Pasión y perpetuo descubrimiento; nutrición anímica y discípulo interior siempre despierto; tacto para ayudar a reconocer y valorar las intuiciones; sostenido hallazgo, fundacional, primigenio: esas, algunas de las valiosísimas cosas que uno puede encontrar –hoy como ayer– en las clases de María Fernanda. Y eso, en conjunto, el paquete de incalculables valores que nos ha dado a tantos la Escuela de Letras de la UCV, a través de la figura excepcional de María Fernanda Palacios. Hablo, y lo sostengo cada vez que puedo, de una impagable “deuda de amor”.

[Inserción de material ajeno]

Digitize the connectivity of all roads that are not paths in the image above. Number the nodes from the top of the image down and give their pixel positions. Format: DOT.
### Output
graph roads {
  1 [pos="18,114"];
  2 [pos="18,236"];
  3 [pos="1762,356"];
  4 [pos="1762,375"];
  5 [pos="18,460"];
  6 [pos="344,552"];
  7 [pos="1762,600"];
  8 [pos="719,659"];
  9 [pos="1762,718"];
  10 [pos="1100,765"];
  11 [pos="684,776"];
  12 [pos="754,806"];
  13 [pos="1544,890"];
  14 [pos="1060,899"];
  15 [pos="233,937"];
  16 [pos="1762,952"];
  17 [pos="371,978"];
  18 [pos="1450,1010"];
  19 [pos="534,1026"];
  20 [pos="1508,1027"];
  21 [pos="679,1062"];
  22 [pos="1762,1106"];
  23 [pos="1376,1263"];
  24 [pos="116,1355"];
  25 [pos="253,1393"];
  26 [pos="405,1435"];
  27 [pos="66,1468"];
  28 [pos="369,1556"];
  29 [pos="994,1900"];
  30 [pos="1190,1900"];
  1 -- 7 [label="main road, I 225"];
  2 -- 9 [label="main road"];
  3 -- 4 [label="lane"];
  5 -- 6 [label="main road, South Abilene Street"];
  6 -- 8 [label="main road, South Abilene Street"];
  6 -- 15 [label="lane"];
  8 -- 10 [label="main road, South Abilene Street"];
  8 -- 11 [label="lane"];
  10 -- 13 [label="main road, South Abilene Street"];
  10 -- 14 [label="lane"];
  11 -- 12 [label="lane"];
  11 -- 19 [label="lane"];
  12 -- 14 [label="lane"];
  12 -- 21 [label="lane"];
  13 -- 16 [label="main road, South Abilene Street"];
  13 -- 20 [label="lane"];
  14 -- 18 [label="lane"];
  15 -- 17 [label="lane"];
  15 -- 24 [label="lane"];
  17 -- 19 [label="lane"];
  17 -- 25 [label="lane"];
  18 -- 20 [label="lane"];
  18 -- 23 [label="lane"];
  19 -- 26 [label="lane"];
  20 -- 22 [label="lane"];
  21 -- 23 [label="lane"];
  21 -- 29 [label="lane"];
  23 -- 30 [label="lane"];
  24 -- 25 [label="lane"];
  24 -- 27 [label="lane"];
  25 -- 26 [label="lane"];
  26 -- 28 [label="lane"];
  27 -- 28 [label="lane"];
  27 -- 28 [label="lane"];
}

Ya para terminar quisiera referir, muy brevemente, una última anécdota. Alguna vez, a finales de los 90, se organizó un Encuentro de Estudiantes de Letras en los espacios de nuestra Facultad de Humanidades y los de la Escuela de Letras de la UCAB. Tal vez vino también gente de Mérida o Zulia, pero no estoy seguro. Hubo, toda esa semana, ponencias, discusiones, lecturas. Y cada noche, después de las jornadas de trabajo, todos íbamos a parar a las tascas de Sabana Grande o El Paraíso, dependiendo de dónde se hubiese desarrollado la agenda del día. En aquellas tascas, con exasperante monotonía, se establecía a grito de alcohol y humo una absurda discusión: si era mejor estudiar Letras en la Central o en la Católica. Argumentos iban y venían, aumentando el volumen de los participantes, el trabajo del mesonero y el monto de la cuenta. Los ucabistas (varios de los cuales, con los años, se mudaron a la Central) alardeaban, mordisqueando chupetas de pollo, de lo ordenado de su pensum, de lo completo de su formación, del Latín y la Historia del Arte y la Filosofía obligatorias, que nosotros, los ucevistas, bárbaros e incultos, no teníamos. Con algo de bajeza, con algo de malicia, con saña infantil, se diría, yo solía escucharlos en silencio: un trago de cerveza y otro, una pitada al cigarrillo y otra, mientras la perorata picaba –vehemente– y se extendía. Apenas terminaba la opereta jesuítica yo comenzaba a crecer sobre mi silla y, serenamente, les decía: “Ustedes no tienen a María Fernanda Palacios”. Y de golpe, sin transición, todo el mundo se quedaba callado. Como también, así mismo, de repente, me callo ahora yo.
Referencias
1 Texto leído en la Plaza Altamira (abril, 2012) en el “Homenaje a María Fernanda Palacios” del IV Festival de la Lectura Chacao. Mesa compartida con Sandra Caula y Michaelle Ascencio.